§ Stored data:

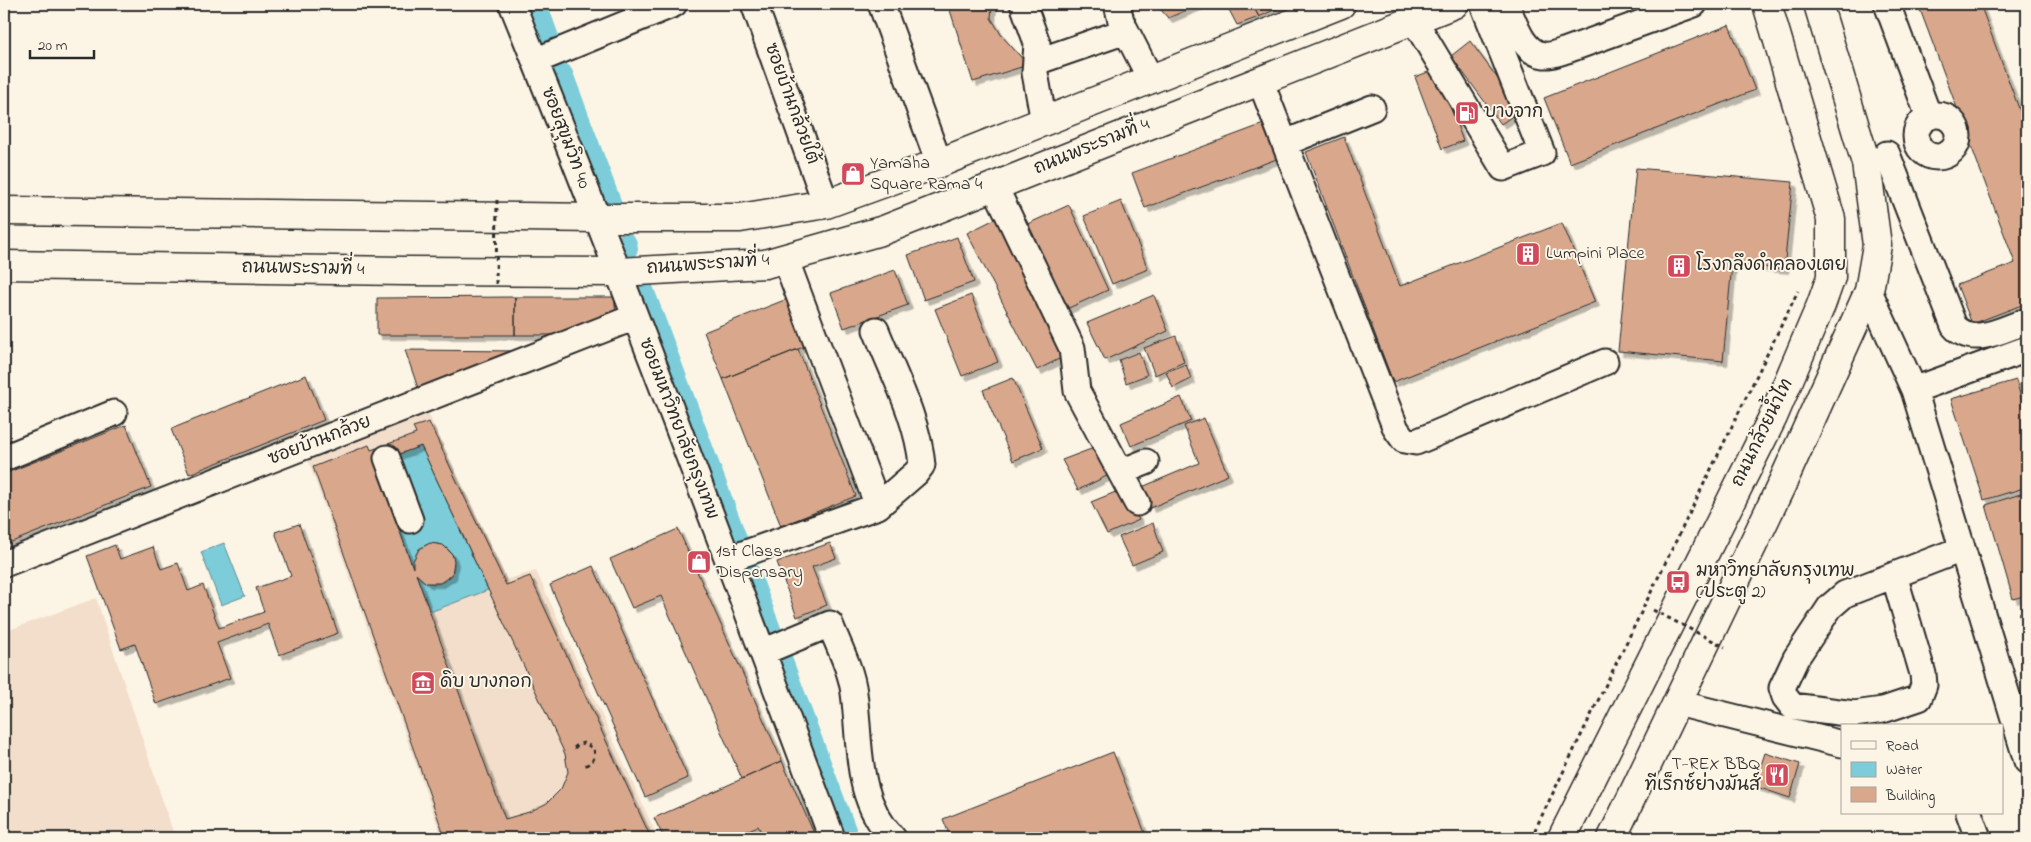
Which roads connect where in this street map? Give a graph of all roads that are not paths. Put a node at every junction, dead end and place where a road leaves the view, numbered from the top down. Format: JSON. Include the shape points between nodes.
{"nodes":[{"id":1,"x":512,"y":4,"type":"edge"},
{"id":2,"x":674,"y":4,"type":"edge"},
{"id":3,"x":754,"y":4,"type":"edge"},
{"id":4,"x":881,"y":4,"type":"edge"},
{"id":5,"x":1023,"y":4,"type":"edge"},
{"id":6,"x":1117,"y":4,"type":"edge"},
{"id":7,"x":1342,"y":4,"type":"edge"},
{"id":8,"x":1454,"y":4,"type":"edge"},
{"id":9,"x":1483,"y":4,"type":"edge"},
{"id":10,"x":1506,"y":4,"type":"edge"},
{"id":11,"x":1694,"y":4,"type":"edge"},
{"id":12,"x":1767,"y":4,"type":"edge"},
{"id":13,"x":1818,"y":4,"type":"edge"},
{"id":14,"x":1887,"y":4,"type":"edge"},
{"id":15,"x":1414,"y":20,"type":"junction"},
{"id":16,"x":1126,"y":31,"type":"junction"},
{"id":17,"x":535,"y":61,"type":"junction"},
{"id":18,"x":1036,"y":62,"type":"junction"},
{"id":19,"x":1151,"y":80,"type":"junction"},
{"id":20,"x":1260,"y":80,"type":"junction"},
{"id":21,"x":1372,"y":108,"type":"dead end"},
{"id":22,"x":1929,"y":116,"type":"junction"},
{"id":23,"x":1044,"y":122,"type":"junction"},
{"id":24,"x":1285,"y":143,"type":"junction"},
{"id":25,"x":1917,"y":143,"type":"junction"},
{"id":26,"x":1876,"y":158,"type":"junction"},
{"id":27,"x":939,"y":164,"type":"junction"},
{"id":28,"x":995,"y":187,"type":"junction"},
{"id":29,"x":826,"y":204,"type":"junction"},
{"id":30,"x":4,"y":211,"type":"edge"},
{"id":31,"x":598,"y":218,"type":"junction"},
{"id":32,"x":785,"y":258,"type":"junction"},
{"id":33,"x":4,"y":265,"type":"edge"},
{"id":34,"x":619,"y":272,"type":"junction"},
{"id":35,"x":1831,"y":277,"type":"junction"},
{"id":36,"x":1869,"y":291,"type":"junction"},
{"id":37,"x":635,"y":317,"type":"junction"},
{"id":38,"x":2027,"y":321,"type":"edge"},
{"id":39,"x":876,"y":330,"type":"dead end"},
{"id":40,"x":2027,"y":349,"type":"edge"},
{"id":41,"x":1605,"y":362,"type":"dead end"},
{"id":42,"x":1914,"y":390,"type":"junction"},
{"id":43,"x":114,"y":413,"type":"dead end"},
{"id":44,"x":373,"y":420,"type":"junction"},
{"id":45,"x":4,"y":458,"type":"edge"},
{"id":46,"x":1146,"y":462,"type":"dead end"},
{"id":47,"x":1121,"y":472,"type":"junction"},
{"id":48,"x":1137,"y":503,"type":"dead end"},
{"id":49,"x":878,"y":506,"type":"junction"},
{"id":50,"x":410,"y":520,"type":"dead end"},
{"id":51,"x":1962,"y":549,"type":"junction"},
{"id":52,"x":729,"y":559,"type":"junction"},
{"id":53,"x":4,"y":564,"type":"edge"},
{"id":54,"x":1894,"y":575,"type":"junction"},
{"id":55,"x":763,"y":652,"type":"junction"},
{"id":56,"x":1677,"y":703,"type":"junction"},
{"id":57,"x":1841,"y":744,"type":"edge"},
{"id":58,"x":2025,"y":748,"type":"edge"},
{"id":59,"x":1970,"y":814,"type":"edge"},
{"id":60,"x":832,"y":838,"type":"edge"},
{"id":61,"x":893,"y":838,"type":"edge"},
{"id":62,"x":1562,"y":838,"type":"edge"},
{"id":63,"x":1612,"y":838,"type":"edge"},
{"id":64,"x":1978,"y":838,"type":"edge"}],
"edges":[{"from":1,"to":17,"type":"street","name":"ซอยสุขุมวิท 40"},
{"from":2,"to":17,"type":"street"},
{"from":3,"to":29,"type":"street","name":"ซอยบ้านกล้วยใต้"},
{"from":4,"to":27,"type":"street"},
{"from":5,"to":18,"type":"street","via":[[1037,43]]},
{"from":6,"to":16,"type":"street"},
{"from":7,"to":19,"type":"main road"},
{"from":8,"to":15,"type":"main road","name":"ถนนพระรามที่ 4"},
{"from":9,"to":15,"type":"street","via":[[1542,153],[1503,168]]},
{"from":10,"to":11,"type":"street","via":[[1524,42],[1545,56]]},
{"from":12,"to":35,"type":"main road","name":"ถนนกล้วยน้ำไท","via":[[1831,219]]},
{"from":13,"to":26,"type":"main road","name":"ถนนกล้วยน้ำไท"},
{"from":14,"to":22,"type":"street"},
{"from":15,"to":20,"type":"main road","name":"ถนนพระรามที่ 4"},
{"from":16,"to":18,"type":"street"},
{"from":16,"to":19,"type":"street"},
{"from":17,"to":31,"type":"street","name":"ซอยสุขุมวิท 40"},
{"from":18,"to":23,"type":"street"},
{"from":19,"to":23,"type":"main road"},
{"from":20,"to":24,"type":"street"},
{"from":20,"to":28,"type":"main road","name":"ถนนพระรามที่ 4"},
{"from":21,"to":24,"type":"street"},
{"from":22,"to":25,"type":"street","via":[[1917,129]]},
{"from":22,"to":25,"type":"street","via":[[1938,114],[1951,119],[1958,131],[1957,145],[1947,156],[1932,157]]},
{"from":23,"to":27,"type":"main road"},
{"from":24,"to":41,"type":"street","via":[[1396,429],[1404,440],[1416,442]]},
{"from":25,"to":26,"type":"street"},
{"from":26,"to":36,"type":"main road","name":"ถนนกล้วยน้ำไท","via":[[1877,245]]},
{"from":26,"to":38,"type":"street","via":[[1954,326],[1965,335],[1978,337]]},
{"from":27,"to":29,"type":"main road"},
{"from":28,"to":32,"type":"main road","name":"ถนนพระรามที่ 4","via":[[884,230]]},
{"from":28,"to":47,"type":"street","via":[[1072,348],[1077,391]]},
{"from":29,"to":31,"type":"main road","via":[[740,218]]},
{"from":30,"to":31,"type":"main road"},
{"from":31,"to":34,"type":"street","name":"ซอยสุขุมวิท 40"},
{"from":32,"to":34,"type":"main road","name":"ถนนพระรามที่ 4","via":[[765,264]]},
{"from":32,"to":49,"type":"street"},
{"from":33,"to":34,"type":"main road","name":"ถนนพระรามที่ 4"},
{"from":34,"to":37,"type":"street","name":"ซอยมหาวิทยาลัยกรุงเทพ"},
{"from":35,"to":36,"type":"main road"},
{"from":35,"to":62,"type":"main road","name":"ถนนกล้วยน้ำไท","via":[[1822,306],[1773,417]]},
{"from":36,"to":42,"type":"street"},
{"from":36,"to":56,"type":"main road","name":"ถนนกล้วยน้ำไท","via":[[1782,486]]},
{"from":37,"to":44,"type":"street","name":"ซอยบ้านกล้วย"},
{"from":37,"to":52,"type":"street","name":"ซอยมหาวิทยาลัยกรุงเทพ"},
{"from":39,"to":49,"type":"street","via":[[911,418],[922,465]]},
{"from":40,"to":42,"type":"street"},
{"from":42,"to":51,"type":"street"},
{"from":43,"to":45,"type":"street"},
{"from":44,"to":50,"type":"street"},
{"from":44,"to":53,"type":"street","name":"ซอยบ้านกล้วย"},
{"from":46,"to":47,"type":"street"},
{"from":47,"to":48,"type":"street"},
{"from":49,"to":52,"type":"street"},
{"from":51,"to":54,"type":"street"},
{"from":51,"to":58,"type":"street"},
{"from":52,"to":55,"type":"street","name":"ซอยมหาวิทยาลัยกรุงเทพ"},
{"from":54,"to":54,"type":"street","via":[[1845,594],[1830,607],[1796,658],[1782,688],[1792,706],[1854,714],[1883,710],[1919,698],[1924,685],[1923,674]]},
{"from":55,"to":60,"type":"street","name":"ซอยมหาวิทยาลัยกรุงเทพ"},
{"from":55,"to":61,"type":"street","via":[[830,624],[852,683],[865,789],[876,815]]},
{"from":56,"to":57,"type":"street"},
{"from":56,"to":63,"type":"main road","name":"ถนนกล้วยน้ำไท"},
{"from":59,"to":64,"type":"street"}]}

§ Problem requirements: Check every line of the entries above, and copy those that carry the string "nodes".

§ Answer below:
Which roads connect where in this street map? Give a graph of all roads that are not paths. Put a node at every junction, dead end and place where a road leaves the view, numbered from the top down. Format: JSON. Include the shape points between nodes.
{"nodes":[{"id":1,"x":512,"y":4,"type":"edge"},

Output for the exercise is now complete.